Data supplied:
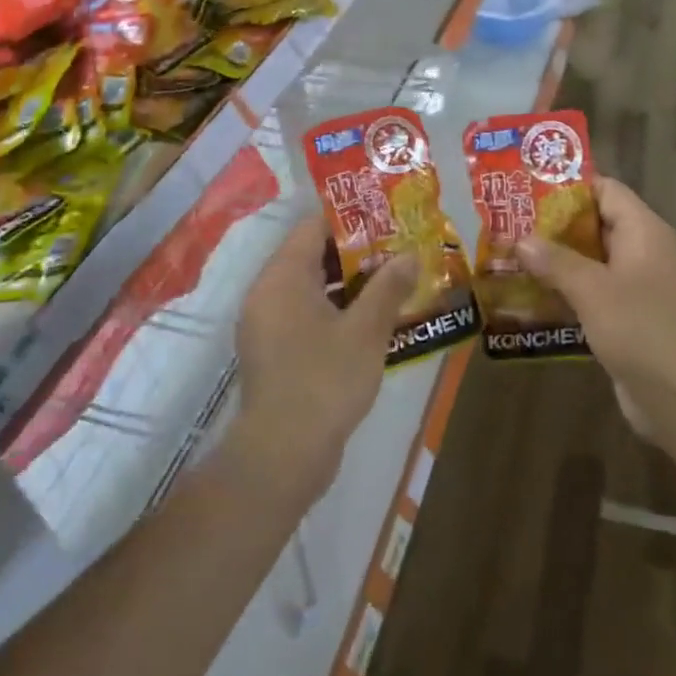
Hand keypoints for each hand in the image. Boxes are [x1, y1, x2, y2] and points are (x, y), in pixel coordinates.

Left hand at [233, 217, 413, 500]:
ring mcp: (266, 325)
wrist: (282, 456)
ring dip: (348, 284)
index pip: (313, 227)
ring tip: (391, 283)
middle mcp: (267, 293)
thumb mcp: (366, 331)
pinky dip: (334, 311)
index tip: (387, 220)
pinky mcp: (272, 352)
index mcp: (283, 276)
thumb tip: (410, 254)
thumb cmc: (325, 381)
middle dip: (356, 253)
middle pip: (311, 255)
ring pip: (310, 288)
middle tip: (397, 252)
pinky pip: (304, 315)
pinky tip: (370, 323)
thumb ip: (388, 287)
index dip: (351, 220)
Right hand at [516, 178, 675, 428]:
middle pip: (593, 223)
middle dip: (551, 224)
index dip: (567, 186)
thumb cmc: (641, 330)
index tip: (525, 189)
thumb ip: (555, 261)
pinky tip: (527, 295)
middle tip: (507, 224)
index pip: (604, 189)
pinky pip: (590, 290)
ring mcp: (634, 285)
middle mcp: (641, 250)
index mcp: (643, 231)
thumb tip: (521, 240)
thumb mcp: (593, 290)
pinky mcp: (625, 315)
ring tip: (508, 256)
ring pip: (588, 259)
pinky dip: (563, 289)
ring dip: (553, 260)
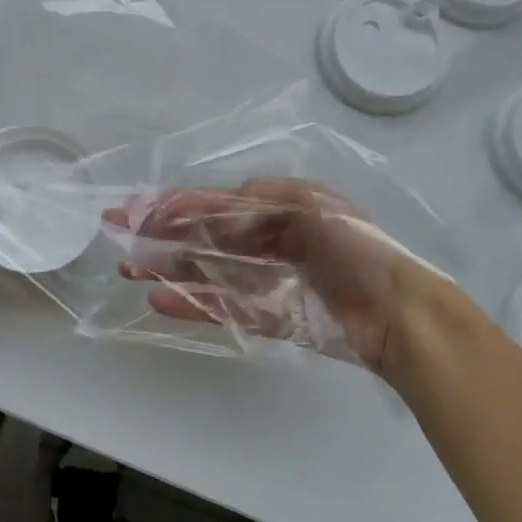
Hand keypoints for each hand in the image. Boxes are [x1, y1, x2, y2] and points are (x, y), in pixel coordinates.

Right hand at [108, 178, 460, 382]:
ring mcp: (270, 281)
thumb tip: (207, 207)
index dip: (176, 204)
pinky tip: (161, 299)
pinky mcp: (274, 318)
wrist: (402, 315)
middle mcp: (270, 240)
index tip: (137, 209)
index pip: (217, 203)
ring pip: (208, 272)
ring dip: (169, 269)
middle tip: (119, 237)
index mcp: (280, 208)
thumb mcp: (310, 206)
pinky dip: (193, 303)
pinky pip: (225, 308)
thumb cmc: (356, 249)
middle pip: (206, 237)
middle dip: (163, 235)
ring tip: (129, 268)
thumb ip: (254, 204)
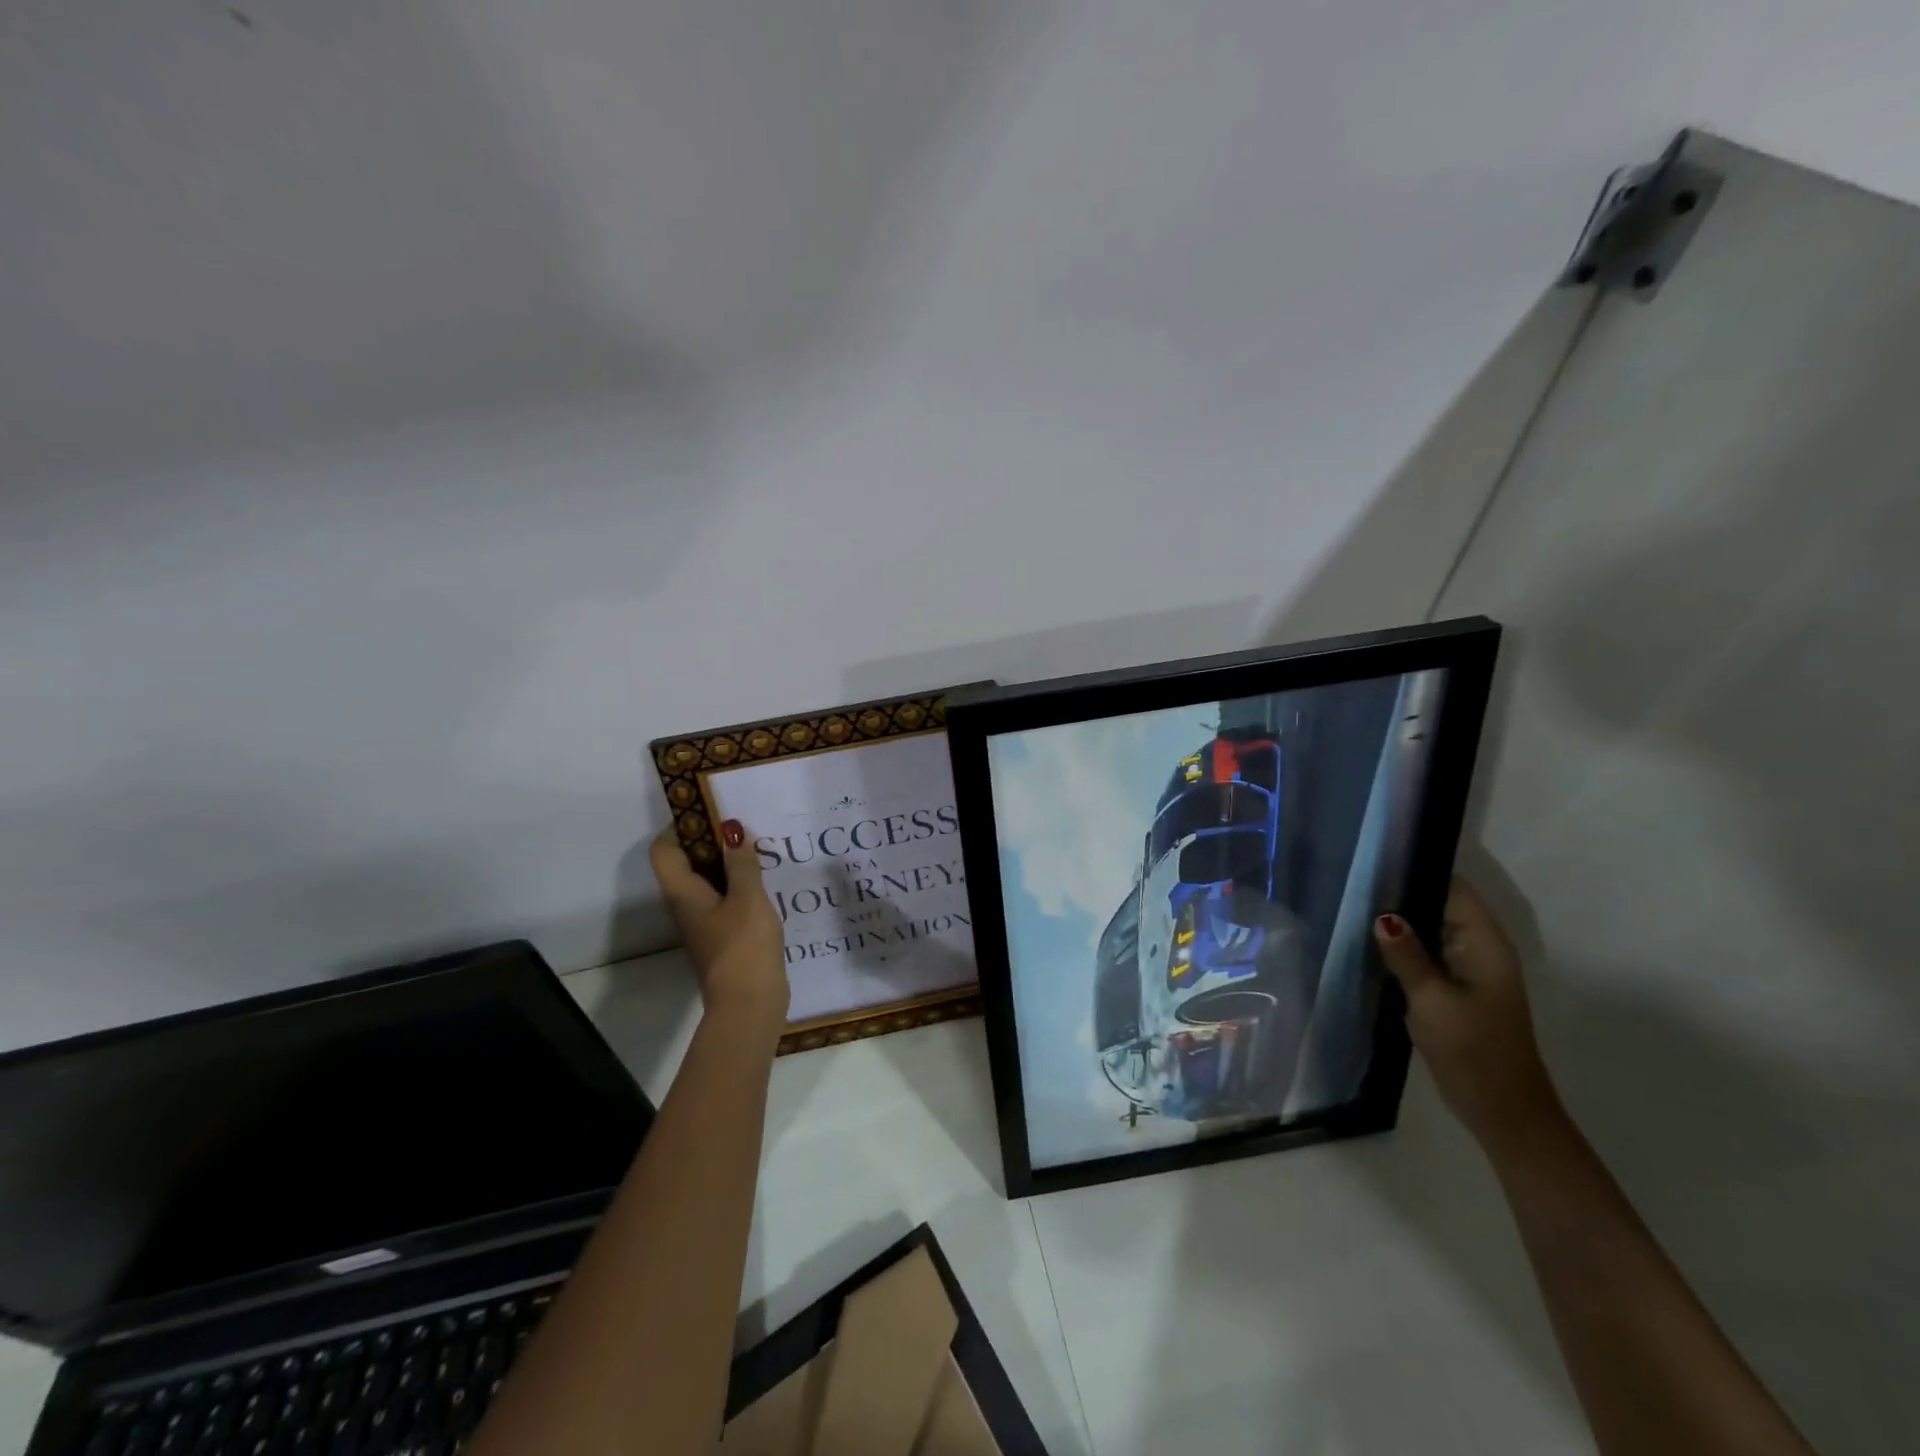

To do: Give back all the records as they stand, but with no pictures in the copy.

Written response:
Hand keypoints for each hand in the image. Boxes are [x1, y1, x2, y2] and points are (x, y), in pixel coordinates.

Left hand at [233, 217, 413, 500]:
ring mcp: (266, 325)
wrist: (282, 456)
ring dip: (348, 284)
index pip: (313, 227)
ring tip: (391, 283)
middle mcp: (267, 293)
thumb mcp: (366, 331)
pinky dip: (334, 311)
index tip: (387, 220)
pinky mcp: (272, 352)
index mcp: (283, 276)
thumb tip: (410, 254)
thumb cmc: (325, 381)
middle dip: (356, 253)
middle pip: (311, 255)
ring pip: (310, 288)
middle tip: (397, 252)
pinky pip: (304, 315)
pinky tip: (370, 323)
thumb ip: (388, 287)
index dip: (351, 220)
Right hand at [516, 178, 675, 428]:
middle pip: (593, 223)
middle dip: (551, 224)
index dip: (567, 186)
thumb cmc: (641, 330)
index tip: (525, 189)
thumb ip: (555, 261)
pinky tip: (527, 295)
middle tip: (507, 224)
index pip: (604, 189)
pinky pip: (590, 290)
ring mcp: (634, 285)
middle mcp: (641, 250)
index mcp: (643, 231)
thumb tip: (521, 240)
thumb mcp: (593, 290)
pinky mcp: (625, 315)
ring tip: (508, 256)
ring pip: (588, 259)
pinky dip: (563, 289)
ring dip: (553, 260)
Hand keypoints for each hand in the image. Boxes are [x1, y1, x2, y2] and points are (x, y), in pixel coordinates.

Right hand at [108, 178, 460, 382]:
ring mcp: (270, 281)
thumb tip: (207, 207)
index dip: (176, 204)
pinky tip: (161, 299)
pinky mcp: (274, 318)
wrist: (402, 315)
middle mcp: (270, 240)
index tip: (137, 209)
index pip: (217, 203)
ring pip: (208, 272)
ring dip: (169, 269)
middle tip: (119, 237)
index mcp: (280, 208)
thumb mcp: (310, 206)
pinky dip: (193, 303)
pinky pip: (225, 308)
thumb cmc: (356, 249)
middle pip: (206, 237)
middle dip: (163, 235)
ring tip: (129, 268)
thumb ip: (254, 204)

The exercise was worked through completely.